By 1848, two years before his death, Wordsworth was Poet Laureate and the revered elder statesman of English poetry. Elizabeth Barrett wrote to Miss Mitford in February 1842, ‘I might, if I were tempted, be caught in the overt act of gathering a thistle because Wordsworth had trodden it down ... of gathering it eagerly like his own ass!’ (Later in the same letter, she goes on to say, ‘Yes—Wordsworth is wordy sometimes—in his blank verse he is. But he is a Wordsworth—a great poet & true!’
He was a keen landscape gardener and designed the four acre garden at Mount Rydal where he built a ‘writing hut’. During his life time, it had already become a tourist destination where, according to James’ Gibson’s 1843 Guide to the Scenery on Windermere, Wordsworth ‘most kindly invites all strangers to walk through his grounds’. The opening of the Kendal and Windermere Railway in 1847 brought even more ‘Tourists’ and ‘Cheap-Trainers’ to the house, who did not hesitate to ring the bell and ask for an autograph or help themselves to a leaf as a memento.

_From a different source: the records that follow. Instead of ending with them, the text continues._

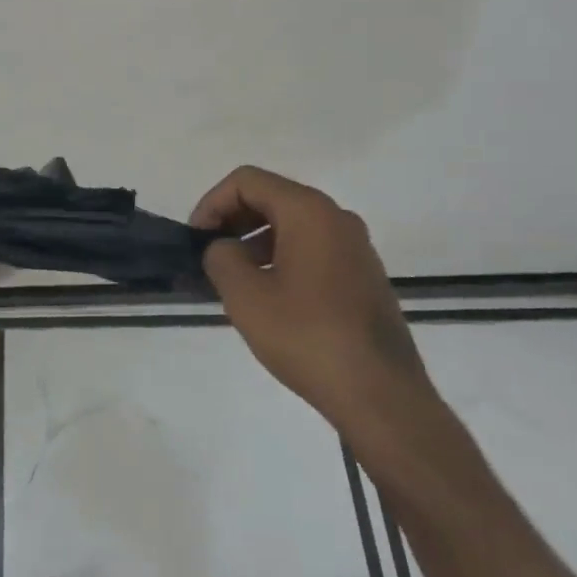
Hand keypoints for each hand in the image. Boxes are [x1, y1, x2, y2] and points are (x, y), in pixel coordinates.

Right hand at [192, 167, 433, 445]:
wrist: (381, 396)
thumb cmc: (307, 337)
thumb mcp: (245, 296)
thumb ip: (221, 257)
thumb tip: (222, 248)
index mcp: (309, 211)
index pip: (247, 181)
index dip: (212, 203)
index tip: (195, 240)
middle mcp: (337, 218)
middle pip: (271, 197)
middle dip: (232, 220)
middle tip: (208, 256)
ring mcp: (356, 247)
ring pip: (292, 225)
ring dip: (255, 242)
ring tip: (233, 280)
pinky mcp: (364, 276)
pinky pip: (312, 249)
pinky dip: (281, 258)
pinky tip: (268, 297)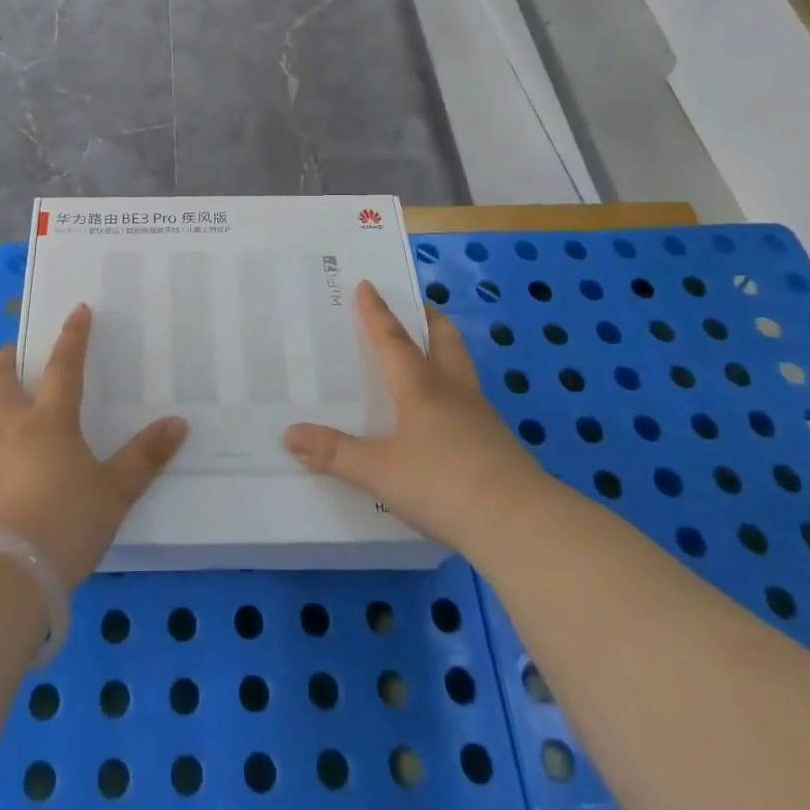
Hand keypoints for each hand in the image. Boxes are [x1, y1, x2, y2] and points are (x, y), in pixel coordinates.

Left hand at [0, 305, 187, 589]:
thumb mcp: (114, 494)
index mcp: (49, 422)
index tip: (77, 311)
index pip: (65, 367)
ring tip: (0, 419)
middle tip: (12, 353)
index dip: (73, 337)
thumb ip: (144, 458)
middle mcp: (6, 428)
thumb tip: (179, 422)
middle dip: (6, 360)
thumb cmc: (63, 525)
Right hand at [284, 281, 542, 550]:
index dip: (378, 313)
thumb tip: (289, 433)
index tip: (368, 285)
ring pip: (461, 369)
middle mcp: (452, 391)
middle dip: (428, 319)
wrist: (520, 524)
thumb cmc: (442, 484)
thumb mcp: (378, 471)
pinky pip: (470, 403)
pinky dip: (453, 392)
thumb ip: (334, 452)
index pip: (394, 340)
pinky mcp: (498, 444)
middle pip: (444, 340)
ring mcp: (481, 417)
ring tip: (428, 355)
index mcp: (420, 387)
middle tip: (415, 307)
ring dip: (444, 353)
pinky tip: (444, 416)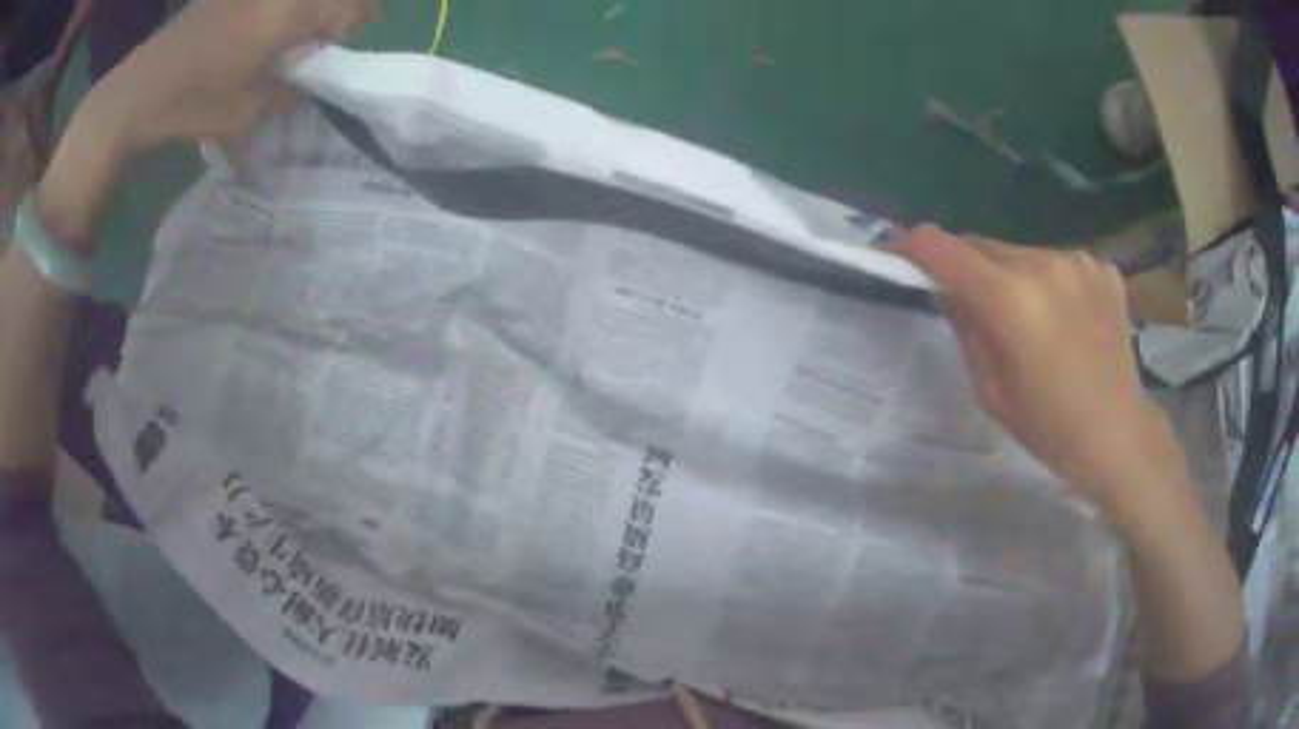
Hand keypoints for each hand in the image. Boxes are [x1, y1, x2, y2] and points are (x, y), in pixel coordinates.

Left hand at [77, 0, 377, 153]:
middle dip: (336, 10)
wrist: (137, 91)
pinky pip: (267, 1)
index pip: (347, 5)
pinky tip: (260, 30)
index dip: (357, 19)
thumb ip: (284, 95)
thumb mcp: (244, 113)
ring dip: (304, 10)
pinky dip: (276, 10)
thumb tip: (300, 87)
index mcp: (285, 15)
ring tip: (293, 35)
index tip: (348, 40)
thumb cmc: (191, 104)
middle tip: (326, 35)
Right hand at [895, 225, 1179, 516]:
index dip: (914, 245)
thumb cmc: (1049, 427)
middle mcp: (1044, 264)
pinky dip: (1050, 283)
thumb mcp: (990, 391)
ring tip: (1028, 318)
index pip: (945, 249)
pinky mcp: (1102, 268)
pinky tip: (1065, 317)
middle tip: (970, 300)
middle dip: (967, 266)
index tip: (899, 249)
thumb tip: (949, 288)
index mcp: (1012, 299)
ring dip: (1012, 276)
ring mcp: (1079, 261)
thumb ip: (966, 328)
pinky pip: (1059, 264)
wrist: (1118, 434)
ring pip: (1023, 254)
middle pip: (984, 246)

Below: Rydal Mount, Gardens landscaped by William Wordsworth. (Cmyk at English Wikipedia)
William Wordsworth died in 1850 and his family continued to rent the house until the death of his widow, Mary, in 1859. It was acquired in 1969 by their great great granddaughter and remains in the ownership of the Wordsworth family. House and gardens are open to the public.